French Geologist and Ballen Scholar to Shed Light on Local Geology

February 11, 2015

Benjamin van Wyk de Vries


Las Vegas, N.M. – An international expert in volcanology from France will shed light on local extinct volcanoes during a series of public talks at Highlands University beginning Feb. 17.

New Mexico has the most extinct volcanoes on the North American continent and Benjamin van Wyk de Vries, a geology professor at Blaise Pascal University in Clermont-Ferrand, France, will decipher local landmarks during his time at Highlands as a Visiting Ballen Scholar.

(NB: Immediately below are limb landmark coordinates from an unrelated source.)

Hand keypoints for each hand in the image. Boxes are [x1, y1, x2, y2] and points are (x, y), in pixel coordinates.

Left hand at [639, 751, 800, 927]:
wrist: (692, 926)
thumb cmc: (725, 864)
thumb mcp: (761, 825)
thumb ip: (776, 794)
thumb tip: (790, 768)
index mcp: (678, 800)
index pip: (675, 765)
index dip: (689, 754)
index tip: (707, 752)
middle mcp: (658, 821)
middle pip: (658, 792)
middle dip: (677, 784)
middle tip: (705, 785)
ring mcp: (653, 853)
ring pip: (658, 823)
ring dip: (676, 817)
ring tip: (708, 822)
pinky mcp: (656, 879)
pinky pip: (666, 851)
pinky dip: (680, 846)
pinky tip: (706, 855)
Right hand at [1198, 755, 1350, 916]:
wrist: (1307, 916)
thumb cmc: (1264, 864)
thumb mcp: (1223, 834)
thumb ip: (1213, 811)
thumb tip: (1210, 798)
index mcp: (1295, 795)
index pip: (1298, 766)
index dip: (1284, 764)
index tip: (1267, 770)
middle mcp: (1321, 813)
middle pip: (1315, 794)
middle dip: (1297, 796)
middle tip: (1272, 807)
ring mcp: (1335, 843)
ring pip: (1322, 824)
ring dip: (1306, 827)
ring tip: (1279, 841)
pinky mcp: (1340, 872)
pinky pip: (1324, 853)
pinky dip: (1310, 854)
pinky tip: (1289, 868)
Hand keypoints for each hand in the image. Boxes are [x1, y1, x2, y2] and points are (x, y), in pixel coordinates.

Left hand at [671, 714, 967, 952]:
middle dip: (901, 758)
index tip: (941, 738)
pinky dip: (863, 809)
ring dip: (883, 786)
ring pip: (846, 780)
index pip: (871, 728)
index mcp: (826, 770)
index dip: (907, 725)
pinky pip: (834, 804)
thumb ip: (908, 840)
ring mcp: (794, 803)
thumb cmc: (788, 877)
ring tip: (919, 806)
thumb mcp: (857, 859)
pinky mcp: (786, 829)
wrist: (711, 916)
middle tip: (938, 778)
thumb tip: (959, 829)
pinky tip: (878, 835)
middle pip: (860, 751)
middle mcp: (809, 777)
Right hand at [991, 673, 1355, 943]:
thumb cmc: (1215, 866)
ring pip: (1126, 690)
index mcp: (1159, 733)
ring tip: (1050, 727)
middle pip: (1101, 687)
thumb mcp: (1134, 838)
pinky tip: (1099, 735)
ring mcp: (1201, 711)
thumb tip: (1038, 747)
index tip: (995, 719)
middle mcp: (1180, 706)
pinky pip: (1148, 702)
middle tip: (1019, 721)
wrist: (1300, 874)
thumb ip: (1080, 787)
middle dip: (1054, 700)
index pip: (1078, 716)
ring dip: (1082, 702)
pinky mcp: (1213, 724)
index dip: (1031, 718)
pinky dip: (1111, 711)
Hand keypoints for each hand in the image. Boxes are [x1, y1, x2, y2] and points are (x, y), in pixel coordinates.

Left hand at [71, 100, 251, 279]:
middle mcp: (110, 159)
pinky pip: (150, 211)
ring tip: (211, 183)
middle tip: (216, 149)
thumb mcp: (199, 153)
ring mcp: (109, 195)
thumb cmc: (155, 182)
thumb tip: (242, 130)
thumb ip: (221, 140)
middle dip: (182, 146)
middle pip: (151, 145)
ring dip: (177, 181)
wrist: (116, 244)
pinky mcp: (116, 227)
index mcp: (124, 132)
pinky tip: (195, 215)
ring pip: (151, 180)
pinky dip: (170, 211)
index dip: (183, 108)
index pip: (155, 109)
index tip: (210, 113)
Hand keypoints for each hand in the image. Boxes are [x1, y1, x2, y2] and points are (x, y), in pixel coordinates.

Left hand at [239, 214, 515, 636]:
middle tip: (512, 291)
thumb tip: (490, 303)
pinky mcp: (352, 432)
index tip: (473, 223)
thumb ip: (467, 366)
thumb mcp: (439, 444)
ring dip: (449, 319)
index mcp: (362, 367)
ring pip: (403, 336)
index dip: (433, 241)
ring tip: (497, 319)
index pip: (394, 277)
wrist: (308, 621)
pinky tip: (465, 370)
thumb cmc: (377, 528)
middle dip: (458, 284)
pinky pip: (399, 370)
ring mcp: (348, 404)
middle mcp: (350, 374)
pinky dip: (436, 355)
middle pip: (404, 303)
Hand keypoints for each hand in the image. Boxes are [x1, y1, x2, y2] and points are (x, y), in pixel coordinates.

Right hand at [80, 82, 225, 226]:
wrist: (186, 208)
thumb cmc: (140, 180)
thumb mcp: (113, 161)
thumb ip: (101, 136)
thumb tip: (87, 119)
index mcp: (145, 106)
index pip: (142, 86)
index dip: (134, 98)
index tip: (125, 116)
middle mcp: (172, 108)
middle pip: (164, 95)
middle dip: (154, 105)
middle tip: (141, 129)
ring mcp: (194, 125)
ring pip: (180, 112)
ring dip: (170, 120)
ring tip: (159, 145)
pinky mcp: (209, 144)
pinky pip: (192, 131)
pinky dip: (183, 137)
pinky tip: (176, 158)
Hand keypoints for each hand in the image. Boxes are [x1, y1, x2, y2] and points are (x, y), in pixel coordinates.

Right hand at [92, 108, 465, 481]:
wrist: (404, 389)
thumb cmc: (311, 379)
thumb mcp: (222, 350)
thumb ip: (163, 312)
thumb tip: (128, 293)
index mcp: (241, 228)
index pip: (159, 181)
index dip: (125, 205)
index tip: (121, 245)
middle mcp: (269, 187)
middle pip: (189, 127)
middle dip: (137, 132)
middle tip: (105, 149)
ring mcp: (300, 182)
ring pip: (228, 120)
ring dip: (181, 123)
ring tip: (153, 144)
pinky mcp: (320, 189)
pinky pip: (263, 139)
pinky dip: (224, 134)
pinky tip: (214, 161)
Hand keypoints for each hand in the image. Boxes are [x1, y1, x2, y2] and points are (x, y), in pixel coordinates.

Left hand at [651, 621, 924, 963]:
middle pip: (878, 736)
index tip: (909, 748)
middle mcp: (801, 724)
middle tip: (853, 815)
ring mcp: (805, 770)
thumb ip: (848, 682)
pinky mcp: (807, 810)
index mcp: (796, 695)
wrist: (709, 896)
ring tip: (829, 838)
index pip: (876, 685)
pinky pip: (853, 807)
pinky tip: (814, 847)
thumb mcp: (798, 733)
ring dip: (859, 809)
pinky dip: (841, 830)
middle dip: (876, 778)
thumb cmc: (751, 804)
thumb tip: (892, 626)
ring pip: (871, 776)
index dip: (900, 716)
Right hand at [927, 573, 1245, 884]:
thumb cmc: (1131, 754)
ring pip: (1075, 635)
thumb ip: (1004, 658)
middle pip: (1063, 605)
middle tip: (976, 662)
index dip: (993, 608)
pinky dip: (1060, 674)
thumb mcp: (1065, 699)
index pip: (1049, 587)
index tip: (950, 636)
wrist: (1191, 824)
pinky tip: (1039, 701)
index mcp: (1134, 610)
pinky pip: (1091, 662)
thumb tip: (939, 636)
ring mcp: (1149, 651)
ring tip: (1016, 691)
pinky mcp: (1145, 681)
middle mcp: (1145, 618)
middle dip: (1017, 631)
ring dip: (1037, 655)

“Ben is a world-renowned volcanologist and provides not only a scientific understanding, but also a deep international cultural background that he will share in his engaging way with Highlands and the community,” said Michael Petronis, the Highlands University geology professor who wrote the Ballen scholar proposal.

Van Wyk de Vries is a leader in the study of volcano tectronics, which is the architecture of volcanoes from how they build to how they collapse. He has authored more than 70 peer-reviewed research articles on volcanology over the last 20 years and wrote the last chapter of the Encyclopedia of Volcanoes.

Petronis said van Wyk de Vries brings a diverse perspective of international geologic experience in academia, industry and government work.

The two scientists have collaborated on geologic fieldwork research in France, the Czech Republic, and the Canary Islands. They also established an international exchange program in 2011 that has given geology students from both Highlands and Blaise Pascale the opportunity to conduct field and laboratory research onsite in France and New Mexico under their supervision.

Van Wyk de Vries’ public talks include:

What is a Volcano? – Feb. 17 at 6 p.m. in the university’s Student Union Building Ballroom at the northwest corner of National Avenue and 8th St. A free Mexican food buffet will be served.

Van Wyk de Vries will talk about the nuts and bolts of volcanoes, using photographs and videos to illustrate his points. The audience will have the hands-on experience of building their own models of volcanoes.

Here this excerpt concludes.